Le rabbin, très rusé, déploiera son génie. Il réussit à obtenir des autorisations pour commercer, et fait même «venir des gens à Tombouctou». «Il fait venir David Mazaltarim, Rabbi Raphael, Shimone Ben Yaacoub, Issaac Ben Moché, Abraham Aby Serour, son cousin, … jusqu’à ce qu’il arrive à constituer un minian», soit le quorum de dix hommes adultes nécessaire à la récitation des prières les plus importantes de tout office ou de toute cérémonie, raconte l’ethnopsychiatre français Tobie Nathan.
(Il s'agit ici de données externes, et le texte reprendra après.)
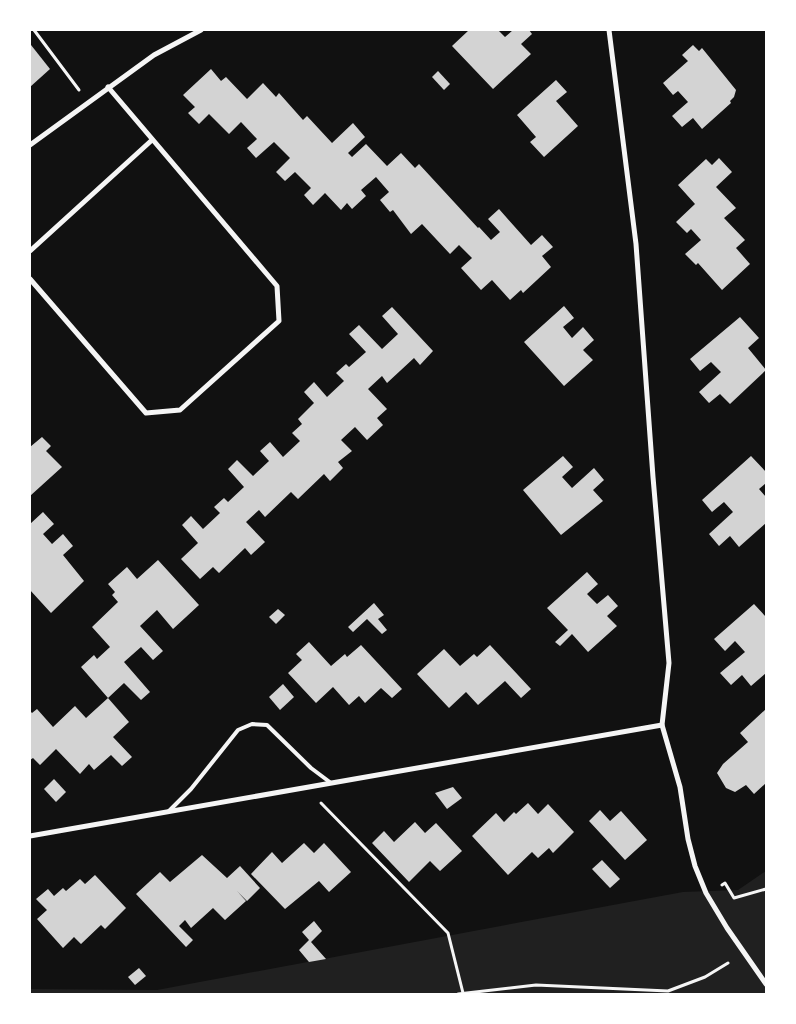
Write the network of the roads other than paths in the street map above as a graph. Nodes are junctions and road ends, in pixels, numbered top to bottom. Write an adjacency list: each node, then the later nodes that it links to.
1 (201, 30): 3 (street)
2 (610, 30): 8 (street)
3 (108, 87): 4 (street); 5 (street)
4 (152, 140): 6 (street); 7 (street)
5 (30, 145)
6 (30, 251)
7 (30, 279)
8 (662, 725): 9 (street); 12 (street)
9 (331, 783): 10 (street); 10 (lane)
10 (169, 811): 11 (street)
11 (30, 836)
12 (766, 984)

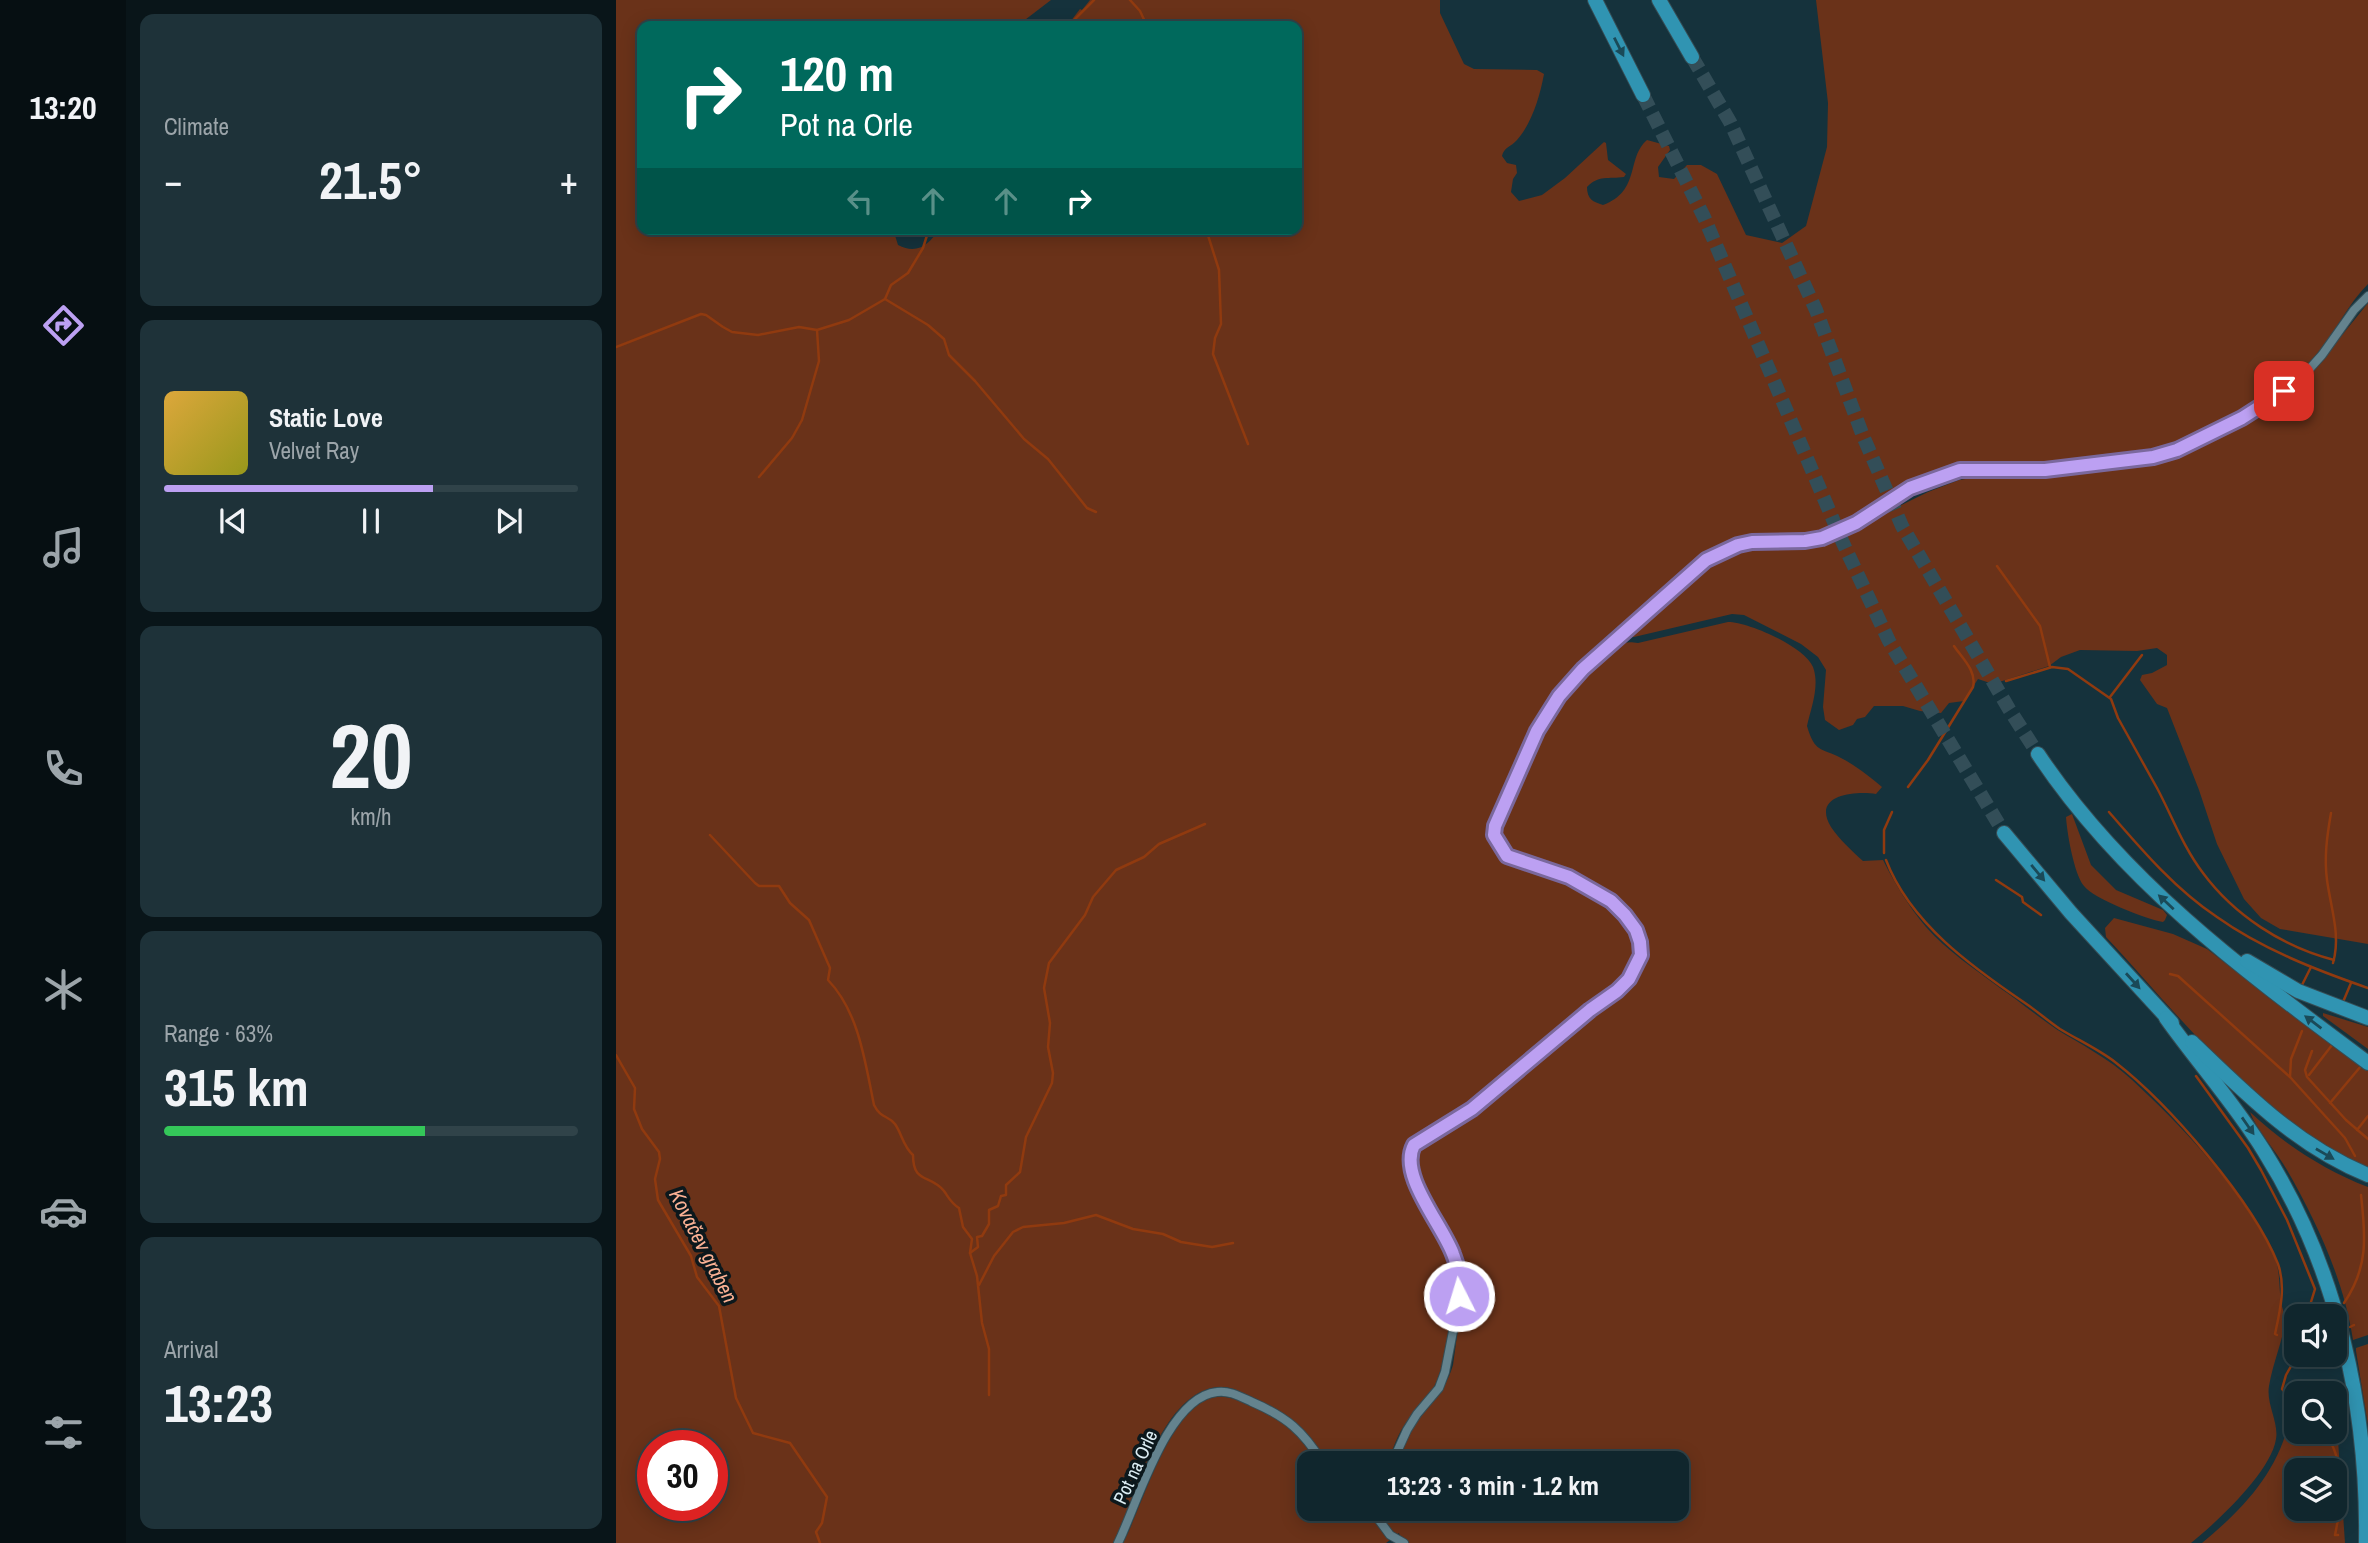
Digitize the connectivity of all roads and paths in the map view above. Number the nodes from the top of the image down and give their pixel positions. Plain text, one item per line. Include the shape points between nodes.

De son côté, Ghislaine Lydon rapporte que Mordekhaï Aby Serour n’a jamais connu de succès dans son travail de commerçant. Ses caravanes attaquées notamment par Oulad Bou Sbaâ au Sahara, il «ne se remettra jamais de ses pertes et rentre au Maroc en 1868 avec plusieurs membres de sa famille». Il tentera même de récupérer ses richesses de Tombouctou une dernière fois, en vain.

A un moment, les gens de Tombouctou apprennent aussi qu’il a de l’or caché. «Furieux, il revient à Essaouira raconter ce qu’il lui arrive au consul de France à Essaouira». «Ce dernier, pris de passion, fait écrire le récit de Mordekhaï Aby Serour en français», poursuit-on. Le récit est présenté à la société de géographie à Paris sous le titre «Premier établissement des Israélites à Tombouctou» qui le publie dans son Bulletin. Le juif marocain relance ainsi sa vie, en devenant scientifique, travaillant pour les sociétés savantes parisiennes en collectant renseignements ou échantillons botaniques et géologiques.

Un guide de Foucauld tombé aux oubliettes

Mais à la mort du consul de France à Essaouira, il tombe dans les oubliettes. Il part alors vers l’Algérie pour redevenir Rabbin à Oran. Bientôt, Mordekhaï Aby Serour relancera sa carrière en devenant guide.

«Il commence à faire circuler l’armée française à l’intérieur du Sahara et surtout il servira de guide à Charles de Foucauld. Je pense que c’est sous sa dictée que Charles de Foucauld écrit son premier bouquin « La reconnaissance du Maroc », celui à partir duquel la France va pouvoir conquérir le Maroc qui est à ce moment-là en révolte.» (Tobie Nathan)

C’est vers 1884 que Mordekhaï Aby Serour devient une star ayant été successivement rabbin, commerçant, trafiquant d’or, explorateur, géographe et «probablement espion», comme le rapporte Tobie Nathan.

Mais les choses tournent mal pour lui. Foucauld, revenant en France en tant que héros, son livre ne mentionne guerre l’apport de Mordekhaï Aby Serour. Pis, l’auteur de «Reconnaissance au Maroc» critique même les juifs qui l’auraient accueilli au Maroc, alors qu’il était déguisé pendant 11 mois en tant que rabbin juif.

Mordekhaï aby Serour tombe ainsi, une dernière fois, aux oubliettes. Il meurt à Alger le 6 avril 1886 à l’âge de 60 ans.